Lena visits Abraham Ravenwood, the person last known to have the book. Abraham nearly kills Lena and John, but they are saved by the intervention of Macon Ravenwood and Link. To get the book to Ethan, Macon seeks out Amma. In the middle of their ritual, Genevieve Duchannes's Sheer appears and offers her help in bringing the Book to Ethan. Lena eventually gives the book to Genevieve, who in turn give it to the Greats.

Ethan, while waiting for the Book of Moons, helps Xavier catalogue his many possessions and slowly loses his memories of Lena. When the book arrives, however, his memories return. Ethan offers the book to Xavier as payment, and Xavier takes him to the Gates.

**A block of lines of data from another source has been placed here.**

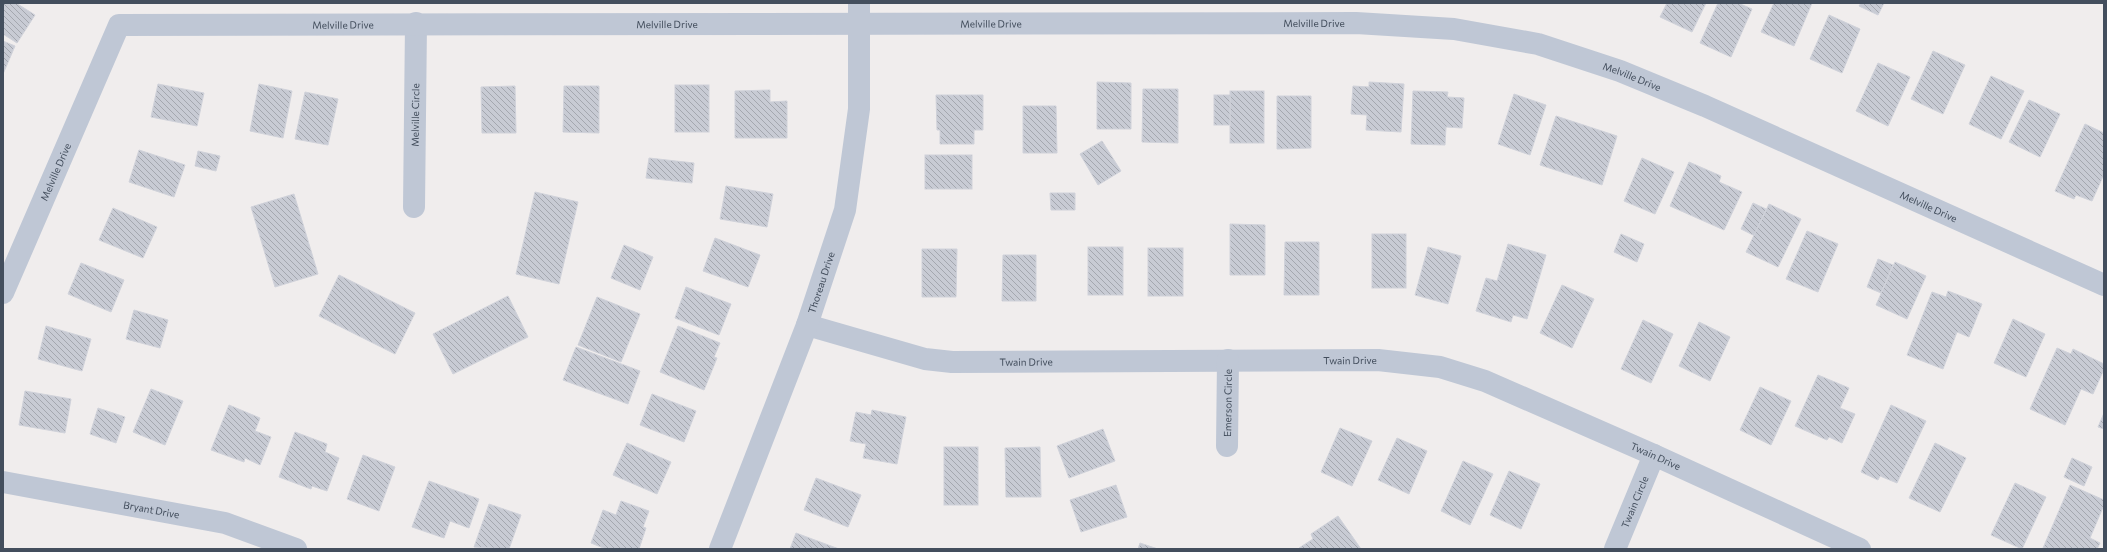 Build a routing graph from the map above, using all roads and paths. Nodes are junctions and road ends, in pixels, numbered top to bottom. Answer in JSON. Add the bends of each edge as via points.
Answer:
{"nodes":[{"id":1,"x":859,"y":13,"type":"edge"},
{"id":2,"x":416,"y":23,"type":"junction"},
{"id":3,"x":414,"y":207,"type":"dead end"},
{"id":4,"x":2104,"y":285,"type":"edge"},
{"id":5,"x":3,"y":293,"type":"edge"},
{"id":6,"x":807,"y":325,"type":"junction"},
{"id":7,"x":1228,"y":360,"type":"junction"},
{"id":8,"x":1227,"y":446,"type":"dead end"},
{"id":9,"x":1654,"y":455,"type":"junction"},
{"id":10,"x":3,"y":482,"type":"edge"},
{"id":11,"x":296,"y":549,"type":"edge"},
{"id":12,"x":720,"y":549,"type":"edge"},
{"id":13,"x":1615,"y":549,"type":"edge"},
{"id":14,"x":1860,"y":549,"type":"edge"}],
"edges":[{"from":1,"to":2,"type":"street","name":"Melville Drive"},
{"from":1,"to":4,"type":"street","name":"Melville Drive","via":[[1356,23],[1454,29],[1538,44],[1620,72],[1705,106]]},
{"from":1,"to":6,"type":"street","name":"Thoreau Drive","via":[[859,109],[845,210]]},
{"from":2,"to":3,"type":"street","name":"Melville Circle"},
{"from":2,"to":5,"type":"street","name":"Melville Drive","via":[[119,24]]},
{"from":6,"to":7,"type":"street","name":"Twain Drive","via":[[925,359],[952,362]]},
{"from":6,"to":12,"type":"street","name":"Thoreau Drive"},
{"from":7,"to":8,"type":"street","name":"Emerson Circle"},
{"from":7,"to":9,"type":"street","name":"Twain Drive","via":[[1378,360],[1440,367],[1484,381]]},
{"from":9,"to":13,"type":"street","name":"Twain Circle"},
{"from":9,"to":14,"type":"street","name":"Twain Drive"},
{"from":10,"to":11,"type":"street","name":"Bryant Drive","via":[[225,523]]}]}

Upon entering, a Keeper tells Ethan that he must go through a labyrinth before he enters the Far Keep. In the labyrinth, he finds Sarafine surrounded by bones. As a punishment, Angelus had condemned her to be the Guardian of the labyrinth. Expressing her hatred for Angelus, she burned herself to death so that Ethan could get to the Far Keep and kill Angelus himself.

Inside the Keep, Ethan is welcomed a hero. He expresses his wish of removing his page from The Caster Chronicles. Angelus refuses and reveals that he rewrote the fates of several Casters to fulfill his plan of annihilating the Mortals and that Ethan's death was not supposed to happen. The apocalypse, which started after Lena's Seventeenth Moon, should have continued until the world was free of Mortals, but it was thwarted by the Lilum, who told Ethan what must be done to restore the Order.

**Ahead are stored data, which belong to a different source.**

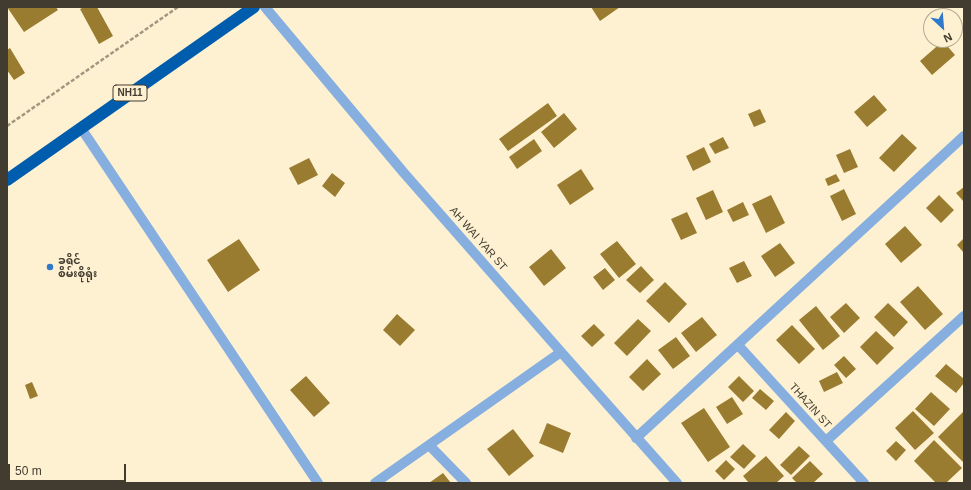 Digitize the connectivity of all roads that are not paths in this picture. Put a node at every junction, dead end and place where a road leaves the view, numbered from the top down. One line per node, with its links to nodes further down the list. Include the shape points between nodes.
1 (254, 7): 3 (highway, NH11)
2 (265, 7): 8 (street, AH WAI YAR ST, via 404,173)
3 (81, 128): 5 (highway, NH11); 12 (street)
4 (964, 136): 7 (street)
5 (7, 180)
6 (964, 316): 10 (street)
7 (738, 344): 9 (street); 10 (street, THAZIN ST)
8 (560, 352): 9 (street, AH WAI YAR ST); 11 (street)
9 (636, 438): 15 (street, AH WAI YAR ST)
10 (826, 441): 16 (street, THAZIN ST)
11 (429, 445): 13 (street); 14 (street)
12 (318, 483)
13 (375, 483)
14 (466, 483)
15 (677, 483)
16 (864, 483)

Xavier appears as Ethan's friend and proposes a challenge: the one who reaches the Chronicles first will do whatever he wishes. Ethan is separated from The Caster Chronicles by a pool of water. Angelus taunts him with the body of Ethan Carter Wate, Ethan's ancestor who also tried to remove his page but failed. Ethan reminds Angelus of his own mortality, and Angelus angrily denies it. As proof, Angelus throws himself to the pool full of corpses. Thinking Angelus to be dead, Ethan finds a bridge and crosses the pool but is stopped by Angelus, who performed a Cast underwater. Ethan remembers that he has one more "river eye" and throws it at the pool. The corpses go back underwater, and Ethan reaches the island in which the Chronicles lie. Ethan removes Angelus's page from the Chronicles and causes Angelus's death. He finds his own page and removes it.

Ethan wakes up back at the water tower from where he jumped. He sees Amma going upwards and joining the Greats. To fulfill the prophecy, she had traded her life for his.

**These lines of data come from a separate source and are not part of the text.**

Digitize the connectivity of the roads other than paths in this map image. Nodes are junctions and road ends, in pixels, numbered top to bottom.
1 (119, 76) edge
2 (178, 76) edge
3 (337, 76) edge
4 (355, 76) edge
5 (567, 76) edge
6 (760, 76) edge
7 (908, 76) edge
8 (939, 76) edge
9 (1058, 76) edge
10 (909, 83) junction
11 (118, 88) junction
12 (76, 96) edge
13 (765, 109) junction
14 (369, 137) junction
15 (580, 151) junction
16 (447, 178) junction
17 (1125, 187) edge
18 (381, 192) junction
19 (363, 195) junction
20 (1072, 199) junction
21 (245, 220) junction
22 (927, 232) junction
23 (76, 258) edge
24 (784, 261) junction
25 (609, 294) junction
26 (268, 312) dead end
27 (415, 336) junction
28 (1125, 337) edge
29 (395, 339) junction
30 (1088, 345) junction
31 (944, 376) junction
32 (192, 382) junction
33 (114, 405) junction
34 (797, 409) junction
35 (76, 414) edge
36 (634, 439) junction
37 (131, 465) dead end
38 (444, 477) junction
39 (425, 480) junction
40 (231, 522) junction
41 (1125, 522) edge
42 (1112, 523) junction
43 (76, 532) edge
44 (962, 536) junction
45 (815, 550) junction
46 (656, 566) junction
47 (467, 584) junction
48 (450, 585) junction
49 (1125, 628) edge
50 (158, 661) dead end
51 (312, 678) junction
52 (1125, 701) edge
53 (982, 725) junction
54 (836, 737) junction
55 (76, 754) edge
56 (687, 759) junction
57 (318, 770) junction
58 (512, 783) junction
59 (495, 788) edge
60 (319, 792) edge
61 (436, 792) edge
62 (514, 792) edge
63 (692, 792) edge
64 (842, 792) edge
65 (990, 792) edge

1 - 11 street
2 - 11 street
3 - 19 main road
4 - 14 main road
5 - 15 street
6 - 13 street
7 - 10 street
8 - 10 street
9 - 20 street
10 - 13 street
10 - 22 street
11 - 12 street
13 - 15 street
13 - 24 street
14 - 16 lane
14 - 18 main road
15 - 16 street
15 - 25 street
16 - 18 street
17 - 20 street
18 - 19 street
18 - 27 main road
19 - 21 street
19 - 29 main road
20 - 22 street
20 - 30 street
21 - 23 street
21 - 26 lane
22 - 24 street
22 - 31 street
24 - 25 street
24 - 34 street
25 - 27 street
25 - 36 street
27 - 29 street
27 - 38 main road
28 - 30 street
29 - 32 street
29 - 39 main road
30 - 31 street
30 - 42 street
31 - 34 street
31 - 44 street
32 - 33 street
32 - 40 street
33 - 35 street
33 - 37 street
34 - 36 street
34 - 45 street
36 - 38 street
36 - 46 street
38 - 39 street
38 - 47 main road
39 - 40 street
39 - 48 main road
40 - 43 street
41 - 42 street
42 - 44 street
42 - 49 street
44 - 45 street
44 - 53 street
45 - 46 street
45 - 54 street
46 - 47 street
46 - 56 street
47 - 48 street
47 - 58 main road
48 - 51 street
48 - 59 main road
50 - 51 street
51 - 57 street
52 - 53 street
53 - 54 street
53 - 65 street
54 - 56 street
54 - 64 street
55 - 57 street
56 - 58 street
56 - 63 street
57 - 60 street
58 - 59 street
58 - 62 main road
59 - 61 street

In Gatlin, the news of Amma's death is met with disbelief. Lena and Ethan spend their time together. Link and Ridley renew their on-and-off relationship, and John and Liv's relationship continues.

The book ends with Ethan offering glasses of chocolate milk to Aunt Prue, Twyla, Amma, and his mother; then, drinking his own glass, he remarks that "life has never tasted sweeter."

==Reception==
Entertainment Weekly gives the book a "B+" and noted that it did not disappoint. The Manila Bulletin panned Beautiful Redemption as having a "lackluster ending" and stated that while all of the loose ends are tied, "it comes at the cost of what made the first three books good."